Eloise warmed on the inside, though this stroll through loose sand already had her starting to sweat. “I feel the same, Aaron.”
He paused and leaned toward her, and Eloise tipped her head back to kiss him. He kept the kiss sweet, because they were in public, and Eloise wouldn’t put it past Robin to use the binoculars she’d brought to bird-watch to spy on Eloise.
She broke the kiss and tucked herself into his chest. “Aaron?”
“Hmm?”
“Before I go, I need to go to Sanctuary Island and do something.” She stepped back to put a few inches between them so she could look at him. “It’s something I don’t really want to do. Would you go with me?”
“What is it?” he asked. “Something with your mother?”
“No,” Eloise said. “Though I probably should stop by at least once more before I go back to Boston.” She wished she’d brought a water bottle with her, because her throat was suddenly so dry. “It’s a building I own. My mother doesn’t know about it, actually.” She swallowed, trying to work up enough saliva to keep talking. “It’s something I bought a long time ago, and I don’t know. Maybe it’s time to do something with it.”

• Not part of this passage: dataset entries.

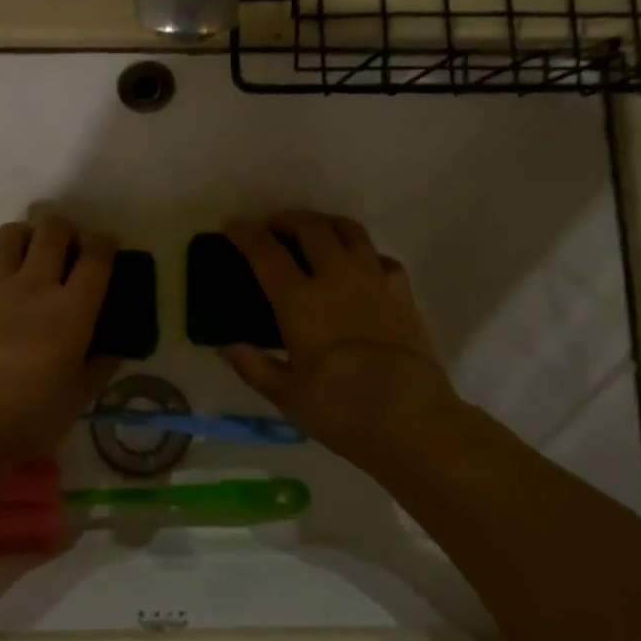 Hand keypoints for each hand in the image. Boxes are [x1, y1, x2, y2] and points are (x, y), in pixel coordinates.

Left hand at [0, 216, 119, 459]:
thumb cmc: (33, 415)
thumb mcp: (79, 398)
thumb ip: (98, 369)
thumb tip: (111, 353)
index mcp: (72, 309)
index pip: (96, 259)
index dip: (105, 244)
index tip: (107, 243)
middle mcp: (34, 287)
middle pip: (51, 233)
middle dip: (62, 227)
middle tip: (65, 240)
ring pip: (6, 238)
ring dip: (19, 235)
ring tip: (23, 249)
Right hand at [220, 212, 464, 474]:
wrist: (413, 421)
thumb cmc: (341, 411)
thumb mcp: (286, 395)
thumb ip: (253, 366)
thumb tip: (228, 347)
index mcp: (300, 302)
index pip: (266, 254)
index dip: (245, 234)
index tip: (232, 225)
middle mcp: (337, 279)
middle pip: (312, 228)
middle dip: (287, 219)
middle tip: (273, 228)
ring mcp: (375, 282)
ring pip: (350, 231)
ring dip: (325, 224)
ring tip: (313, 233)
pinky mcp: (403, 294)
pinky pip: (380, 257)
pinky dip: (362, 252)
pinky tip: (357, 267) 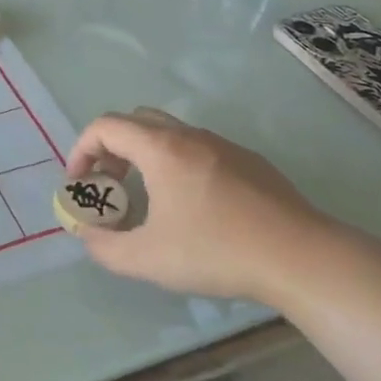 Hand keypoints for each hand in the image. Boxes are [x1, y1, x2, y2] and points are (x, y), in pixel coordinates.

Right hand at [65, 108, 366, 306]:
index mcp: (161, 149)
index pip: (105, 126)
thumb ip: (105, 247)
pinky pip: (199, 148)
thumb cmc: (217, 252)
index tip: (79, 184)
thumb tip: (88, 235)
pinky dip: (177, 164)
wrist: (300, 257)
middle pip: (135, 121)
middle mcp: (190, 135)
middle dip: (111, 148)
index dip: (81, 150)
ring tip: (147, 198)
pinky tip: (193, 206)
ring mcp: (224, 145)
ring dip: (144, 156)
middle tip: (110, 186)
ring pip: (170, 133)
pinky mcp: (249, 161)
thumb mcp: (147, 259) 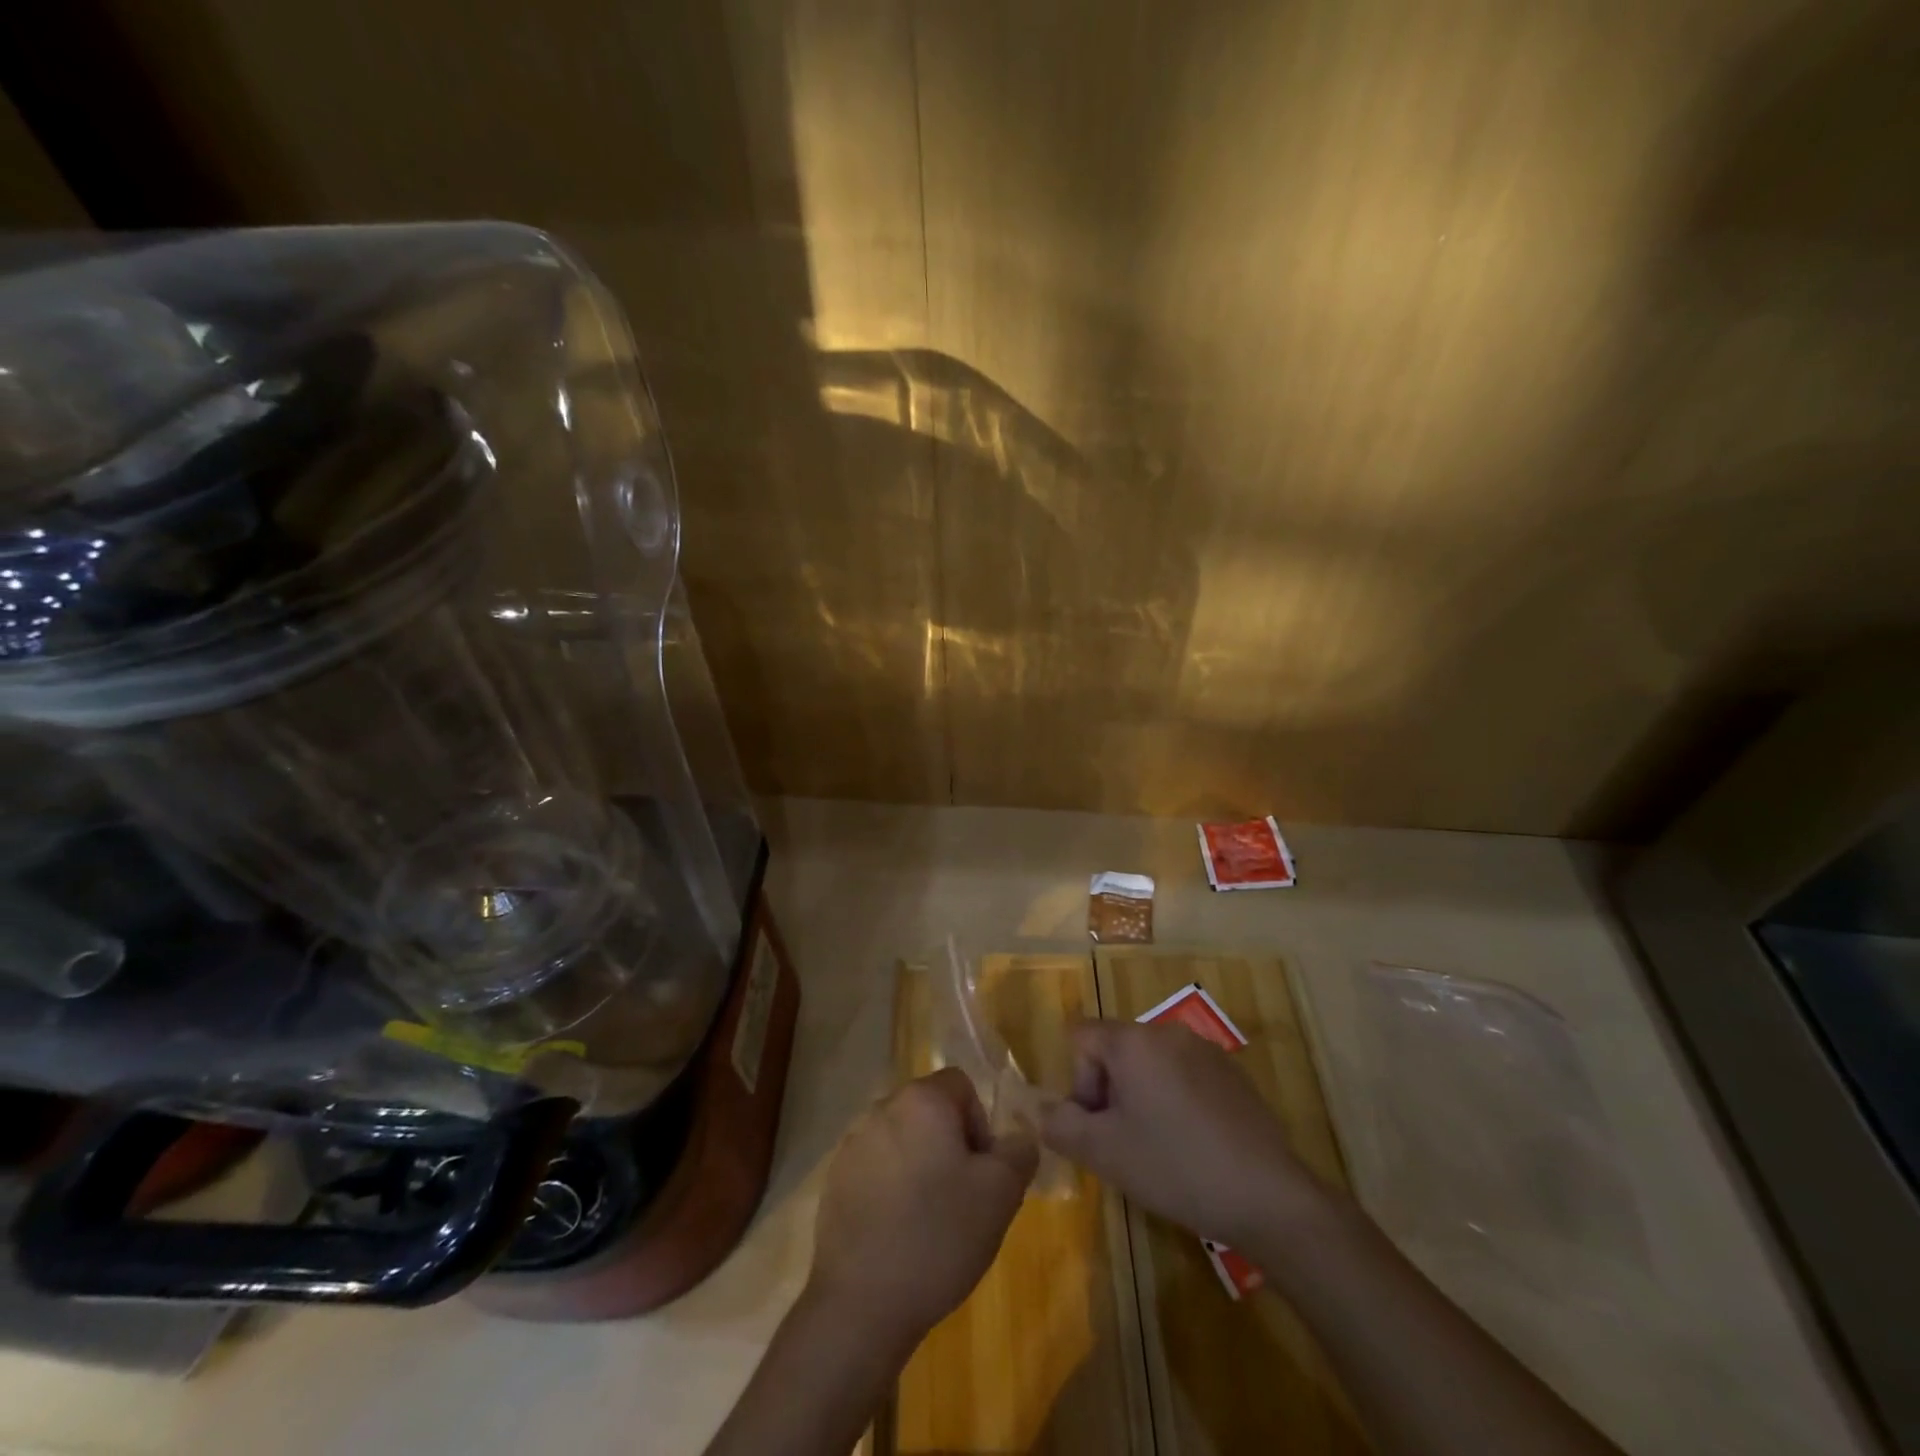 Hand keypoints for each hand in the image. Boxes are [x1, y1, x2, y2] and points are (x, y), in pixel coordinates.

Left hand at [808, 1067, 1037, 1350]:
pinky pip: (875, 1169)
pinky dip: (891, 1189)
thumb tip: (1018, 1137)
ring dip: (920, 1166)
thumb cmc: (938, 1236)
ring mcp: (852, 1144)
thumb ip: (1018, 1153)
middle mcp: (882, 1108)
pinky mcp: (834, 1179)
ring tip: (929, 1221)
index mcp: (922, 1100)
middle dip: (950, 1146)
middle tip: (962, 1198)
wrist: (861, 1303)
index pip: (960, 1085)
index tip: (982, 1172)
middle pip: (929, 1112)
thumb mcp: (1000, 1195)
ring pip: (902, 1141)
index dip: (980, 1124)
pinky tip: (897, 1235)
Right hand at [1039, 1019, 1326, 1247]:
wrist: (1267, 1195)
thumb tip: (1037, 1109)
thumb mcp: (1104, 1153)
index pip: (1082, 1038)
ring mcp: (1205, 1050)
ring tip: (1159, 1148)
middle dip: (1110, 1092)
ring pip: (1151, 1064)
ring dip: (1142, 1098)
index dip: (1078, 1082)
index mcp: (1133, 1041)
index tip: (1097, 1125)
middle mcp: (1167, 1032)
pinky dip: (1175, 1102)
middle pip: (1116, 1050)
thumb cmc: (1174, 1166)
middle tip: (1124, 1143)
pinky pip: (1184, 1076)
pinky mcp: (1233, 1074)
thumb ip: (1060, 1125)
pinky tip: (1193, 1147)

“All right,” he said. “Let me look at my schedule for the week, and we’ll make a plan.”
Eloise nodded, and they continued their walk. She hadn’t been to the Cliffside Inn in far too long, and she hoped there wasn’t a mold issue or water damage, broken windows or vandalism.
The inn sat near the top of the cliffs on Sanctuary Island, and Eloise had bought it from the bank after they’d repossessed it following her father’s death. She’d told no one about it, not her brother; not her mother; not Robin, or Alice, or AJ, or Kelli, or Kristen.
Her heart skipped a beat as she thought about telling Aaron, sharing the space with him, explaining why she’d bought it and what she hoped to do with it someday.
But she’d gone to Pearl Island with him, and that had turned out radically different than the first time she’d tried that. So maybe this would be different too. Maybe she was different, and maybe she was ready.
In that moment, she realized how many maybe’s she had in her life surrounding the inn. At least they weren’t about Aaron, and Eloise made a decision right then to enjoy the rest of the day with him and his girls.